Fine vita: don Angelelli, “non esiste un diritto a morire. Riconoscerlo implicherebbe un corrispondente dovere di uccidere”

Roma 16-9-2020 Conferenza Episcopale Conferenza stampa Alla sera della vita Presentazione di un volume sulla fase terminale della vita terrena. Ph: Cristian Gennari/Siciliani

“È stato un lavoro di circa due anni perché ogni parola è stata soppesata con attenzione per offrire a tutti un documento di confronto e di dialogo rispettoso delle posizioni, ma anche chiaro nella proposta: è il punto di vista della Chiesa cattolica in Italia sulla fine della vita terrena”. Don Massimo Angelelli, direttore Ufficio nazionale per la pastorale della salute della Cei, presenta in conferenza stampa online i punti essenziali del documento “Alla sera della vita. Riflessioni sulla fase terminale della vita terrena”, elaborato dallo stesso Ufficio e condiviso nella  Commissione episcopale per il servizio della carità e la salute. Di qui la scelta di un testo “fondato scientificamente e pastoralmente, ma per il quale si  è utilizzato un linguaggio chiaro, non tecnico”.

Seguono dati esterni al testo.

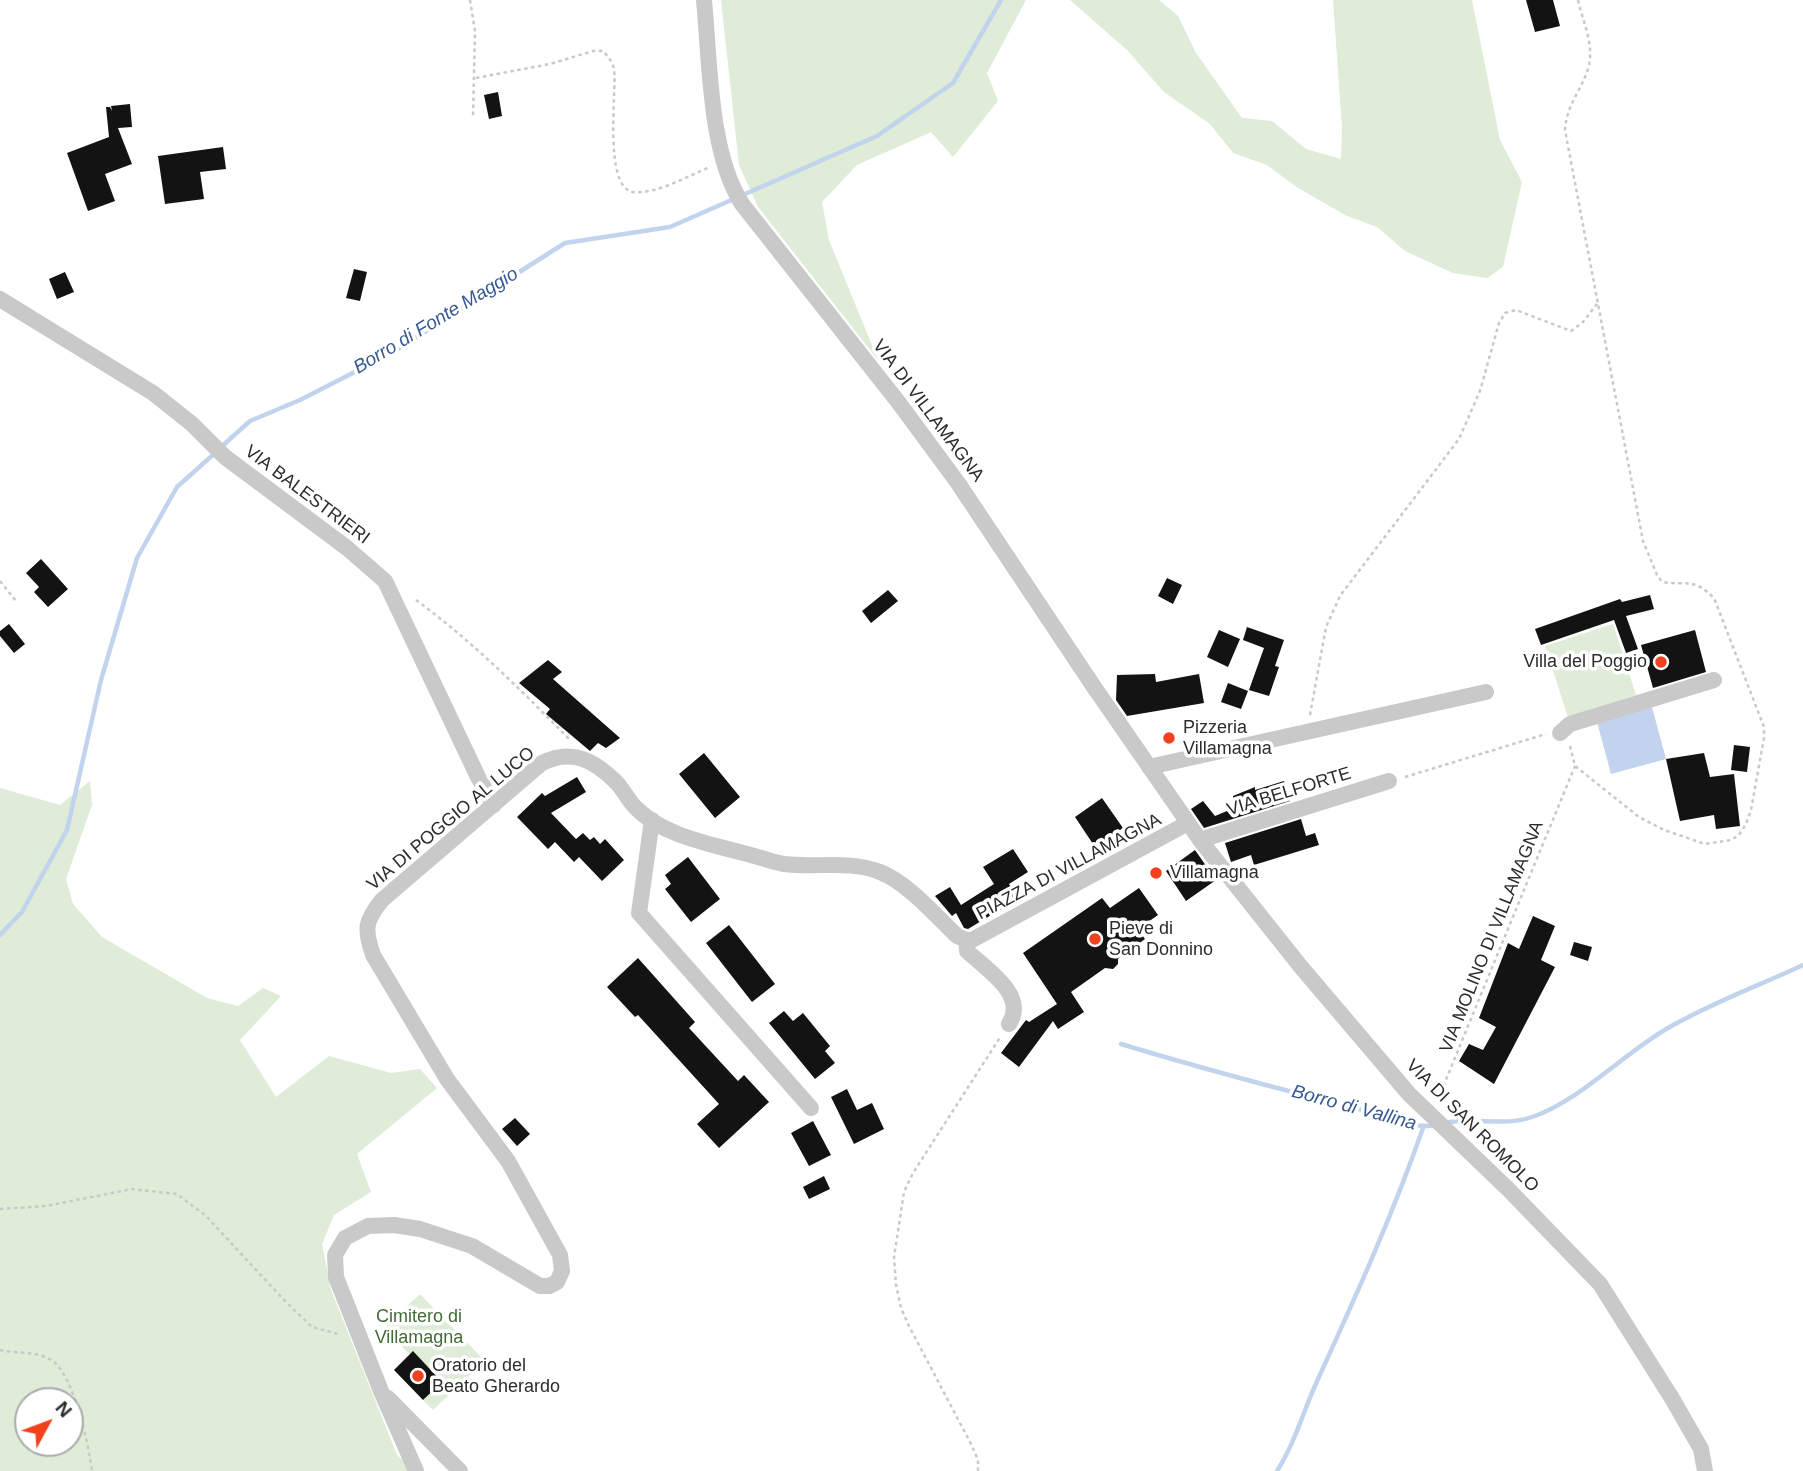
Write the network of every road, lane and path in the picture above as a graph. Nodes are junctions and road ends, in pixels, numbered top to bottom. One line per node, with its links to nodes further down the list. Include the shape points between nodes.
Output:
1 (470, 0): 4 (path)
2 (704, 0): 6 (street, VIA DI VILLAMAGNA)
3 (1578, 0): 8 (path, via 1591,49 1588,70 1565,130)
4 (475, 78): 5 (path); 6 (path, via 603,51 614,68 612,128 619,177 626,189 649,191)
5 (474, 118)
6 (723, 162): 18 (street, VIA DI VILLAMAGNA, via 742,204 958,483)
7 (0, 299): 20 (street, VIA BALESTRIERI, via 153,393 225,457 385,581)
8 (1597, 304): 14 (path, via 1571,331 1516,310 1505,313 1459,439 1340,596 1326,627); 17 (path, via 1643,541 1662,582 1690,582 1714,597 1765,738 1746,824 1739,835 1718,843 1691,840 1639,817)
9 (0, 581): 11 (path)
10 (416, 600): 16 (path, via 503,673)
11 (16, 601)
12 (1714, 680): 15 (street, via 1570,724)
13 (1486, 692): 14 (street)
14 (1307, 732): 18 (street)
15 (1560, 733): 17 (path, via 1569,741); 19 (path)
16 (584, 759): 20 (street, VIA DI POGGIO AL LUCO, via 556,756); 21 (street, via 617,783)
17 (1575, 766): 27 (path, VIA MOLINO DI VILLAMAGNA, via 1440,1095)
18 (1149, 767): 22 (street, VIA DI VILLAMAGNA)
19 (1389, 781): 23 (street, VIA BELFORTE)
20 (494, 805): 29 (street, VIA DI POGGIO AL LUCO, via 383,900 370,916 366,935 373,955 447,1079 508,1161 560,1255 562,1271 557,1282 540,1286 472,1246 394,1224 368,1226 345,1238 335,1255 337,1278)
21 (652, 820): 24 (street, via 681,835 784,864 858,866 881,872); 26 (street, via 639,913)
22 (1188, 823): 23 (street, VIA DI SAN ROMOLO); 24 (street, PIAZZA DI VILLAMAGNA)
23 (1200, 840): 27 (street, VIA DI SAN ROMOLO, via 1301,967)
24 (966, 940): 25 (street, via 967,950 1012,994 1015,1010)
25 (1009, 1024): 35 (path, via 913,1173 904,1192 894,1257 901,1308 971,1444)
26 (811, 1108)
27 (1435, 1121): 36 (street, VIA DI SAN ROMOLO, via 1600,1284 1701,1449)
28 (0, 1209): 29 (path, via 46,1206 132,1189 177,1194 206,1216 312,1326 338,1334)
29 (355, 1327): 31 (street, VIA DI POGGIO AL LUCO)
30 (0, 1350): 32 (path, via 31,1353 54,1362 73,1391)
31 (381, 1391): 33 (street, VIA DI POGGIO AL LUCO); 34 (street)
32 (92, 1471)
33 (416, 1471)
34 (460, 1471)
35 (978, 1471)
36 (1705, 1471)

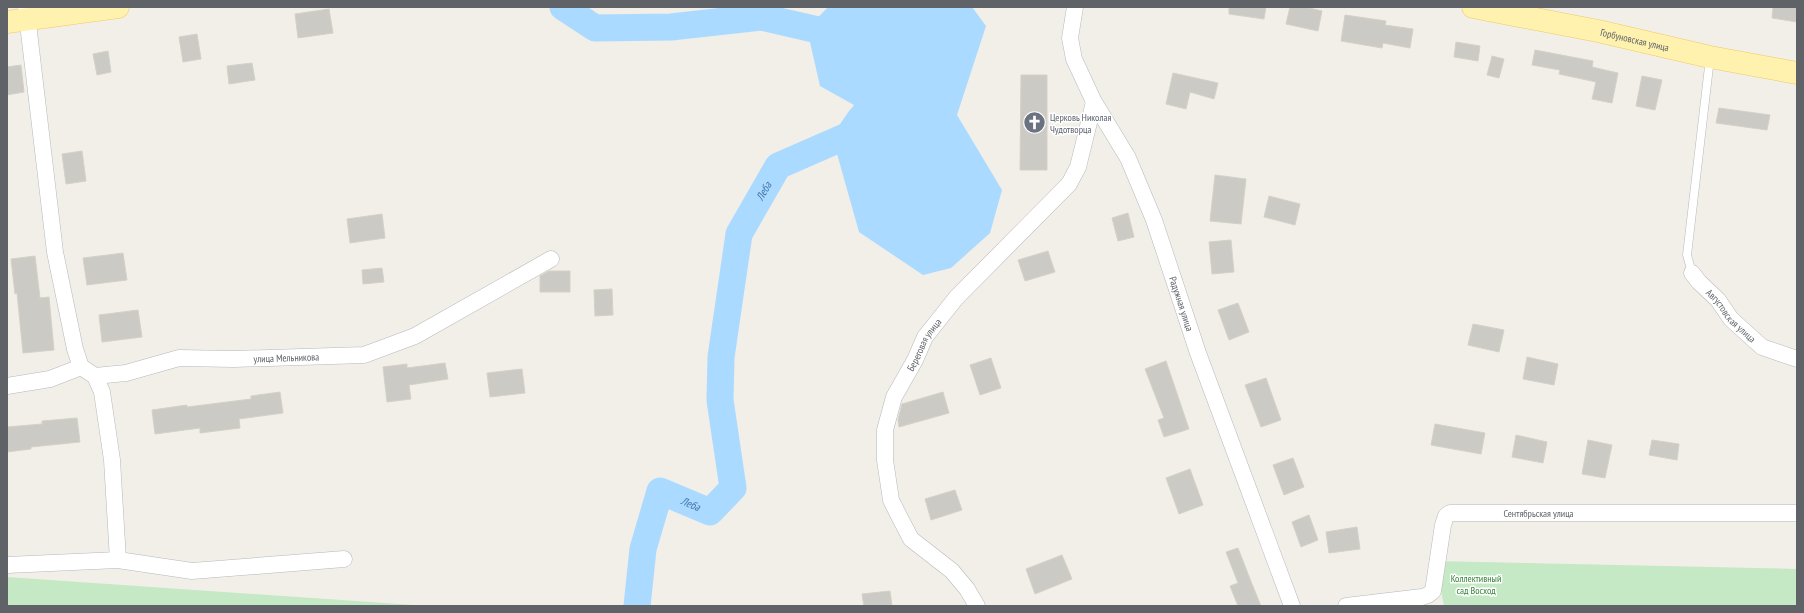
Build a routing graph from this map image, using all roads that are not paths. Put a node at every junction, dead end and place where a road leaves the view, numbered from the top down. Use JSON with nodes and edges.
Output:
{"nodes":[{"id":1,"x":118,"y":7,"type":"edge"},
{"id":2,"x":1074,"y":7,"type":"edge"},
{"id":3,"x":1473,"y":7,"type":"edge"},
{"id":4,"x":20,"y":16,"type":"edge"},
{"id":5,"x":1710,"y":57,"type":"junction"},
{"id":6,"x":1797,"y":73,"type":"edge"},
{"id":7,"x":1094,"y":102,"type":"junction"},
{"id":8,"x":551,"y":259,"type":"dead end"},
{"id":9,"x":1692,"y":273,"type":"joint"},
{"id":10,"x":1797,"y":359,"type":"edge"},
{"id":11,"x":81,"y":367,"type":"junction"},
{"id":12,"x":95,"y":376,"type":"junction"},
{"id":13,"x":7,"y":386,"type":"edge"},
{"id":14,"x":1797,"y":513,"type":"edge"},
{"id":15,"x":344,"y":559,"type":"dead end"},
{"id":16,"x":118,"y":560,"type":"junction"},
{"id":17,"x":7,"y":566,"type":"edge"},
{"id":18,"x":977,"y":606,"type":"edge"},
{"id":19,"x":1292,"y":606,"type":"edge"},
{"id":20,"x":1346,"y":606,"type":"edge"}],
"edges":[{"from":1,"to":4,"type":"main road"},
{"from":2,"to":7,"type":"street","name":"Радужная улица"},
{"from":3,"to":5,"type":"main road","name":"Горбуновская улица"},
{"from":4,"to":11,"type":"street"},
{"from":5,"to":6,"type":"main road","name":"Горбуновская улица"},
{"from":5,"to":9,"type":"lane"},
{"from":7,"to":18,"type":"street","name":"Береговая улица"},
{"from":7,"to":19,"type":"street","name":"Радужная улица"},
{"from":8,"to":12,"type":"street","name":"улица Мельникова"},
{"from":9,"to":10,"type":"street","name":"Августовская улица"},
{"from":11,"to":12,"type":"street"},
{"from":11,"to":13,"type":"street"},
{"from":12,"to":16,"type":"street"},
{"from":14,"to":20,"type":"street","name":"Сентябрьская улица"},
{"from":15,"to":16,"type":"street"},
{"from":16,"to":17,"type":"street"}]}
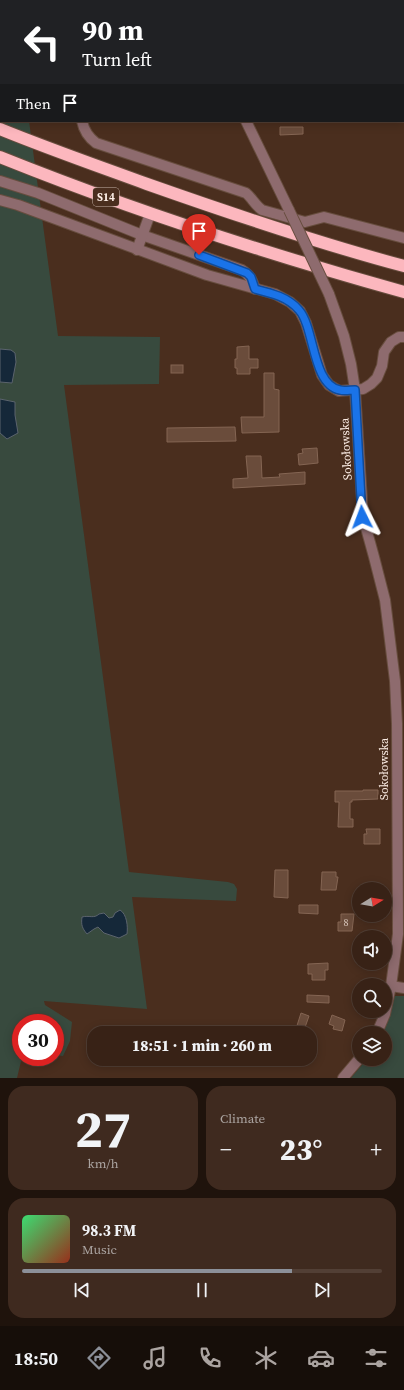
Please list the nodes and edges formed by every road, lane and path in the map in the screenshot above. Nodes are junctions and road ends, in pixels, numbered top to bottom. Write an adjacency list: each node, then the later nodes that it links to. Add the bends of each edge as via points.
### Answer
1 (82, 122): 9 (street, via 85,131 96,143 246,193 262,210 305,222 324,217)
2 (246, 122): 15 (street, Sokołowska, bridge, via 329,294 344,336)
3 (0, 129): 11 (highway, S14, via 204,204)
4 (0, 157): 7 (highway, S14)
5 (0, 181): 8 (street, via 38,193)
6 (0, 200): 10 (street, via 18,204)
7 (150, 214): 8 (street); 13 (highway, S14, via 310,266)
8 (142, 235): 10 (street); 12 (street, via 242,270 251,277)
9 (404, 238)
10 (137, 250): 12 (street)
11 (404, 266)
12 (255, 289): 15 (street, via 275,294 300,311 322,375 329,385 339,390)
13 (404, 292)
14 (404, 337): 15 (street, via 391,342 384,352 377,378 363,389)
15 (355, 390): 16 (street, Sokołowska, via 362,517 385,600 397,716 398,917)
16 (392, 979)
17 (392, 986): 18 (street)
18 (404, 988)
19 (353, 1066): 20 (street)
20 (343, 1078)

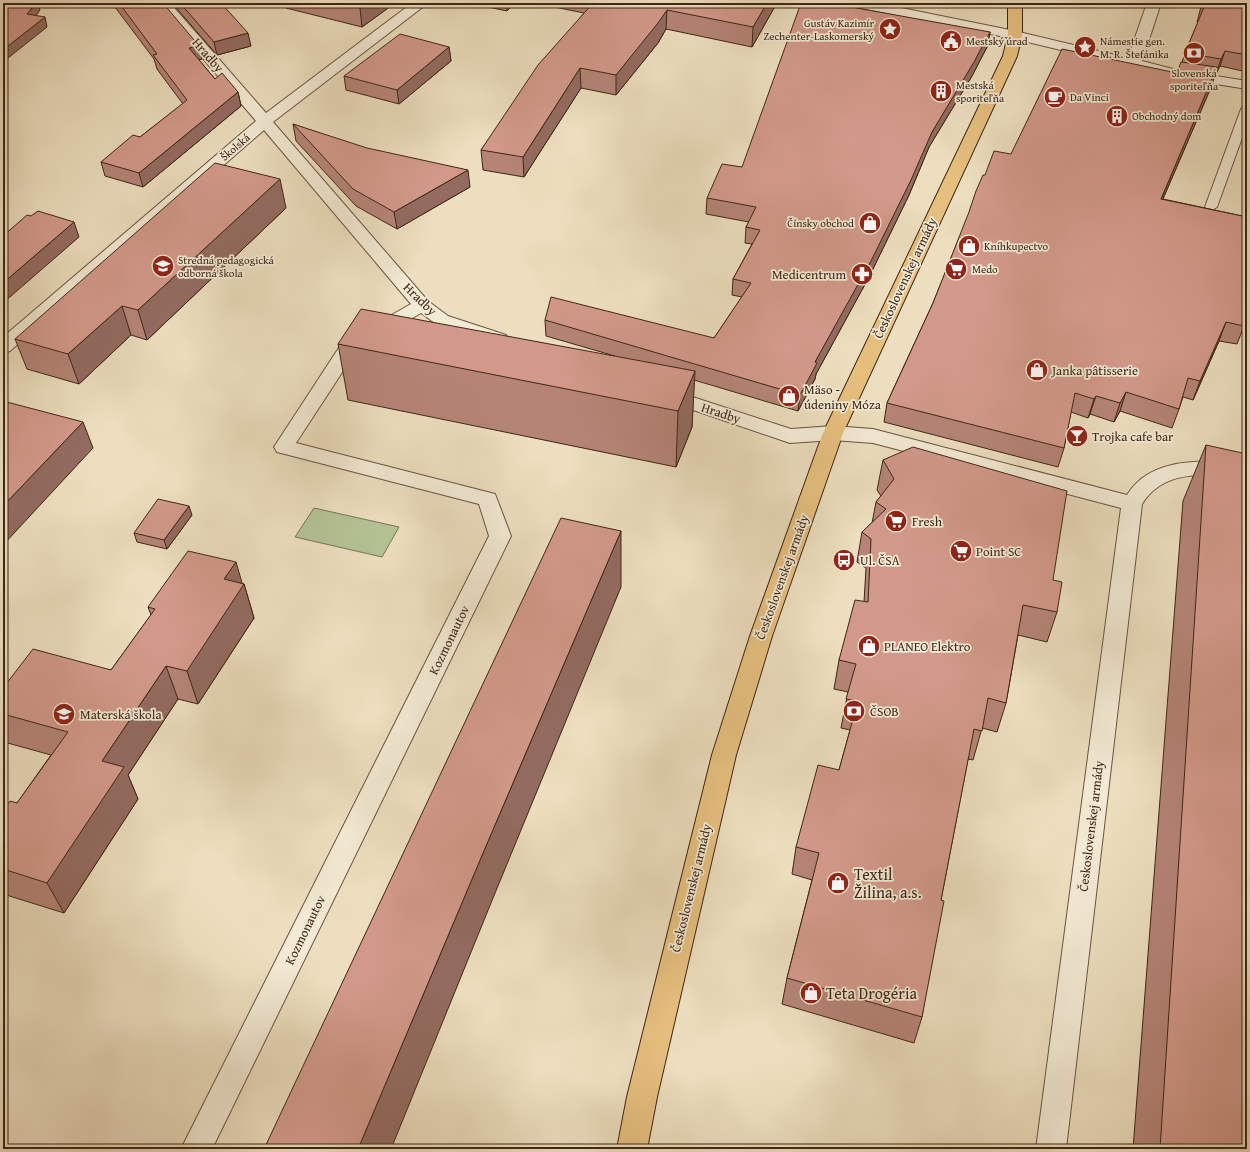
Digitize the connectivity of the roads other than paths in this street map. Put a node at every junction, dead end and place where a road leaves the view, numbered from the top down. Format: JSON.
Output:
{"nodes":[{"id":1,"x":163,"y":3,"type":"edge"},
{"id":2,"x":421,"y":3,"type":"edge"},
{"id":3,"x":856,"y":3,"type":"edge"},
{"id":4,"x":1015,"y":3,"type":"edge"},
{"id":5,"x":1154,"y":3,"type":"edge"},
{"id":6,"x":1015,"y":35,"type":"junction"},
{"id":7,"x":1134,"y":63,"type":"junction"},
{"id":8,"x":1247,"y":85,"type":"edge"},
{"id":9,"x":1247,"y":109,"type":"edge"},
{"id":10,"x":265,"y":121,"type":"junction"},
{"id":11,"x":1212,"y":208,"type":"edge"},
{"id":12,"x":422,"y":305,"type":"junction"},
{"id":13,"x":518,"y":345,"type":"edge"},
{"id":14,"x":3,"y":347,"type":"edge"},
{"id":15,"x":646,"y":388,"type":"edge"},
{"id":16,"x":833,"y":433,"type":"junction"},
{"id":17,"x":1247,"y":470,"type":"edge"},
{"id":18,"x":1132,"y":504,"type":"junction"},
{"id":19,"x":196,"y":1149,"type":"edge"},
{"id":20,"x":632,"y":1149,"type":"edge"},
{"id":21,"x":1051,"y":1149,"type":"edge"}],
"edges":[{"from":1,"to":10,"type":"street","name":"Hradby"},
{"from":2,"to":10,"type":"street","name":"Školská"},
{"from":3,"to":6,"type":"street"},
{"from":4,"to":6,"type":"main road"},
{"from":5,"to":7,"type":"street"},
{"from":6,"to":7,"type":"street"},
{"from":6,"to":16,"type":"main road","name":"Československej armády"},
{"from":7,"to":8,"type":"street"},
{"from":9,"to":11,"type":"lane"},
{"from":10,"to":12,"type":"street","name":"Hradby"},
{"from":10,"to":14,"type":"street","name":"Školská"},
{"from":12,"to":13,"type":"street","name":"Hradby"},
{"from":12,"to":19,"type":"street","name":"Kozmonautov"},
{"from":15,"to":16,"type":"street","name":"Hradby"},
{"from":16,"to":18,"type":"street","name":"Hradby"},
{"from":16,"to":20,"type":"main road","name":"Československej armády"},
{"from":17,"to":18,"type":"street"},
{"from":18,"to":21,"type":"street","name":"Československej armády"}]}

Quattro i capitoli. Si parte dalle premesse antropologiche e morali che raccontano lo sguardo della Chiesa sulla persona e la sua centralità nel sistema relazionale e di cura. “Abbiamo chiarito che cos’è la vita, perché non è disponibile e dunque perché non esiste un diritto a morire”, spiega tra le altre cose il sacerdote. Soffermandosi sul concetto di “libertà di autodeterminazione del paziente”, Angelelli sostiene che occorre allo stesso modo “rispettare la capacità di libera autodeterminazione del medico che di fronte ad una richiesta di anticipazione della morte, in scienza e coscienza, può e deve dire: non sono d’accordo, è contraria al mio apparato valoriale”. “Non è pensabile un diritto a morire – chiarisce il direttore dell’Ufficio Cei -, perché se costruiamo un diritto a morire dobbiamo costruire un dovere di qualcuno a porre fine alla vita. Per postulare un diritto a morire dovremmo postulare un dovere di uccidere e questo dal punto di vista umano, civile e cristiano è totalmente inaccettabile”.
Nel testo non si parla di “fine vita” ma di “fine vita terrena” perché “la prospettiva cristiana supera questa vita e si rivolge con uno sguardo escatologico alla vita futura”. Ci sono chiarimenti sui termini della questione – eutanasia, accanimento terapeutico, idratazione e nutrizione, terapia del dolore e cure palliative, sedazione profonda. Angelelli ricorda che “l’attore principale, il malato che si prepara a concludere la sua vita terrena, deve restare sempre al centro dell’attenzione del sistema di cure”. “Per i credenti – conclude – la fine della vita terrena è il passaggio all’incontro con Dio” ma anche in caso di non credenti “la domanda di senso sulla sofferenza non va assolutamente elusa; ogni sofferente e ogni malato deve essere accompagnato nella ricerca della sua risposta”.